_About this task_.
Set down, word for word, each line from the top of the data through the line that has "index tip: (124, 139)"; omit every picture.

_Provided data_.
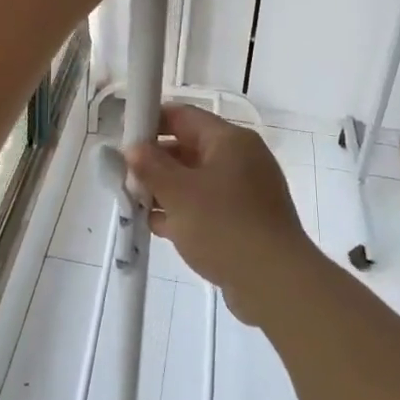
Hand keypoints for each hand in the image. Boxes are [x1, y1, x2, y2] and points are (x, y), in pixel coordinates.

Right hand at [125, 104, 321, 324]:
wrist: (275, 283)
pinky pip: (208, 205)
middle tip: (126, 178)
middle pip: (189, 147)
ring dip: (166, 190)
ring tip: (136, 205)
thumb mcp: (178, 193)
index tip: (124, 139)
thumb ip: (150, 166)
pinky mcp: (246, 220)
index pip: (183, 115)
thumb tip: (134, 149)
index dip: (151, 122)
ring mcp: (246, 191)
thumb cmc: (223, 226)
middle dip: (156, 162)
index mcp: (229, 140)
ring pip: (196, 180)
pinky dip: (184, 212)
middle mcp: (241, 159)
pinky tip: (160, 227)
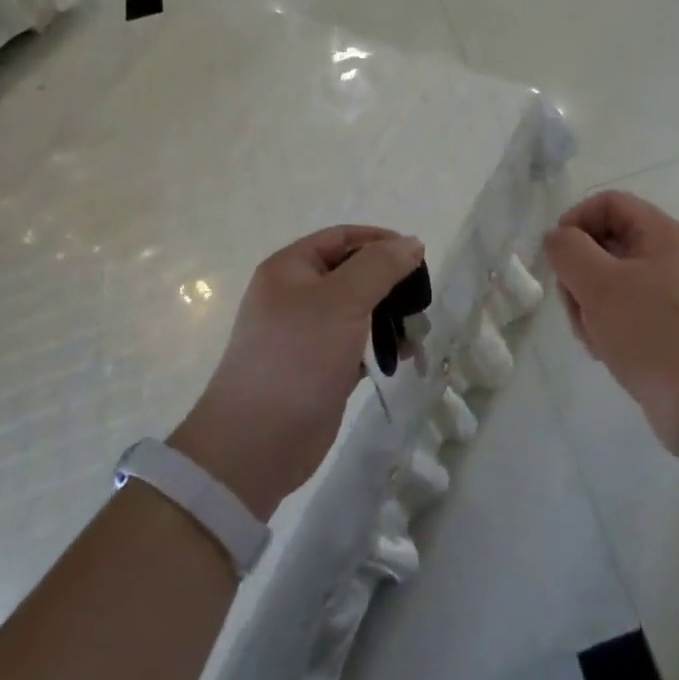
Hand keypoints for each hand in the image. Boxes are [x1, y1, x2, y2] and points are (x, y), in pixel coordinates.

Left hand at [171, 226, 423, 518]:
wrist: (258, 442)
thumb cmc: (298, 356)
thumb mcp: (343, 300)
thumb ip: (380, 266)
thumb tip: (412, 242)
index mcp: (290, 268)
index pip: (342, 238)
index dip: (379, 241)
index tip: (417, 256)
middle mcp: (295, 295)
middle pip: (352, 273)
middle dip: (389, 283)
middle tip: (420, 300)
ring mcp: (306, 334)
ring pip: (357, 311)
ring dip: (389, 317)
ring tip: (417, 332)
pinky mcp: (318, 367)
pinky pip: (355, 344)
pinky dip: (379, 346)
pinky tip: (403, 357)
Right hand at [542, 191, 678, 455]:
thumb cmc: (654, 334)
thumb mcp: (600, 284)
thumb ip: (568, 250)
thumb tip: (556, 238)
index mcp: (661, 234)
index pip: (608, 203)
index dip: (576, 220)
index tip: (557, 255)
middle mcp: (668, 257)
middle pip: (604, 243)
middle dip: (579, 273)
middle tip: (575, 305)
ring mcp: (668, 294)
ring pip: (608, 282)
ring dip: (588, 305)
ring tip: (593, 337)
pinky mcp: (665, 328)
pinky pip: (622, 311)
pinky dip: (605, 326)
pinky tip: (605, 352)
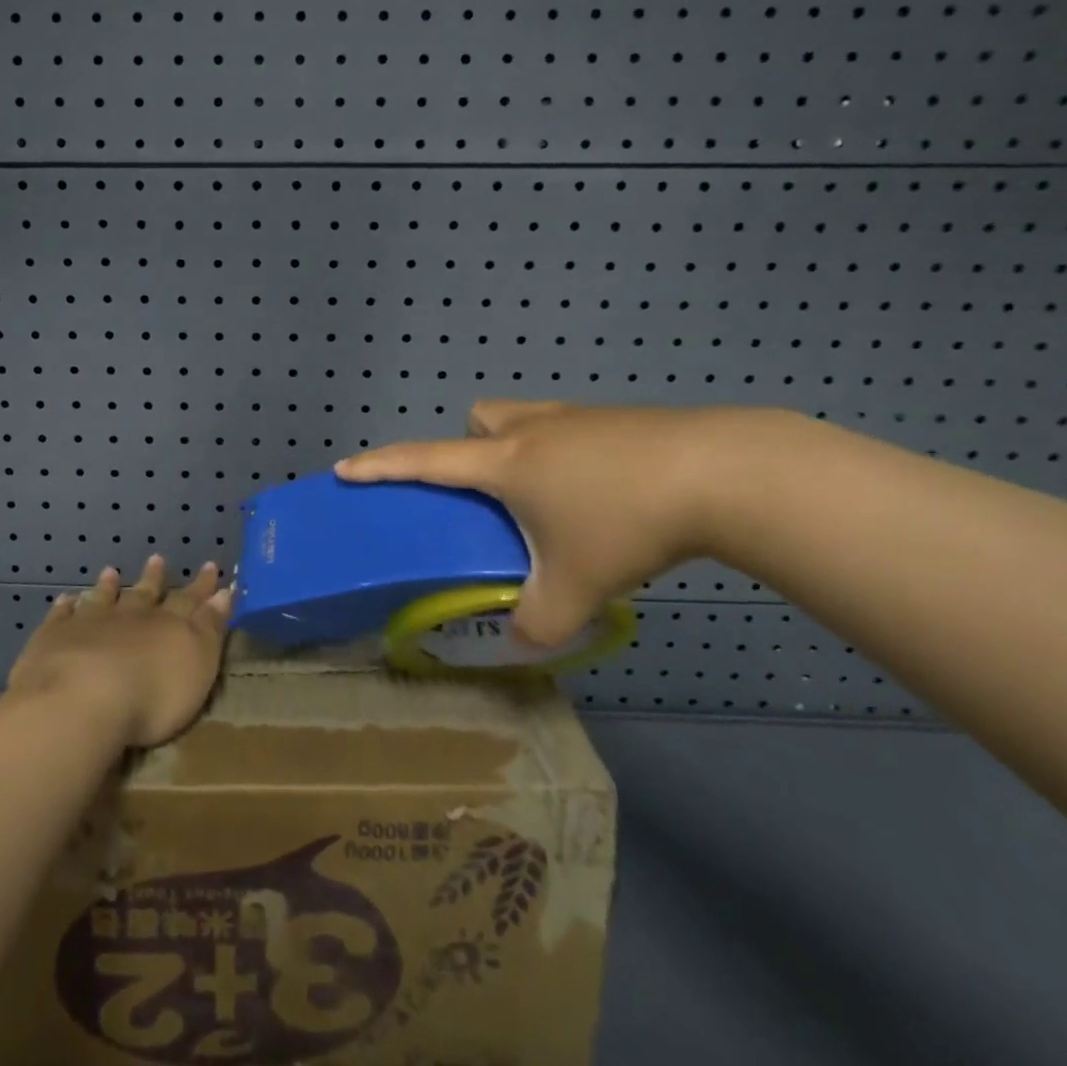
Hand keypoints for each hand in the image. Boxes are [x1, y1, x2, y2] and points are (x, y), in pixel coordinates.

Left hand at [7, 556, 232, 749]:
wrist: (82, 700)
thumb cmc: (152, 694)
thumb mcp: (198, 664)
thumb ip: (210, 628)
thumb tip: (224, 593)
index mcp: (168, 625)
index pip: (189, 600)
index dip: (201, 586)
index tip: (210, 566)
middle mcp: (130, 617)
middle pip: (144, 594)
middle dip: (154, 578)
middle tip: (157, 559)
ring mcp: (89, 624)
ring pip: (102, 599)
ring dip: (109, 587)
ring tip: (110, 572)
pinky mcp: (54, 638)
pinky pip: (61, 617)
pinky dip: (66, 607)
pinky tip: (66, 600)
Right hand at [336, 400, 731, 645]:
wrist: (720, 471)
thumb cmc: (626, 521)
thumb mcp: (577, 586)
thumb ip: (540, 624)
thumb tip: (520, 647)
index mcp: (505, 463)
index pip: (424, 461)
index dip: (381, 467)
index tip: (346, 470)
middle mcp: (532, 430)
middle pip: (477, 420)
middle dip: (471, 450)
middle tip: (493, 495)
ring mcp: (578, 418)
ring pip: (524, 419)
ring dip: (519, 448)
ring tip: (549, 497)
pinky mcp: (619, 420)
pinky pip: (570, 429)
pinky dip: (568, 454)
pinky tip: (606, 494)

_Task solution_.
Hand keypoints for each hand in the image. Boxes are [x1, y1, x2, y2] and points are (x, y), in pixel coordinates.

Right hand at [125, 104, 321, 324]:
wrist: (275, 283)
pinky pip: (208, 205)
middle tip: (126, 178)
middle pip: (189, 147)
ring dip: (166, 190)
ring tip: (136, 205)
thumb mcp: (178, 193)
index tip: (124, 139)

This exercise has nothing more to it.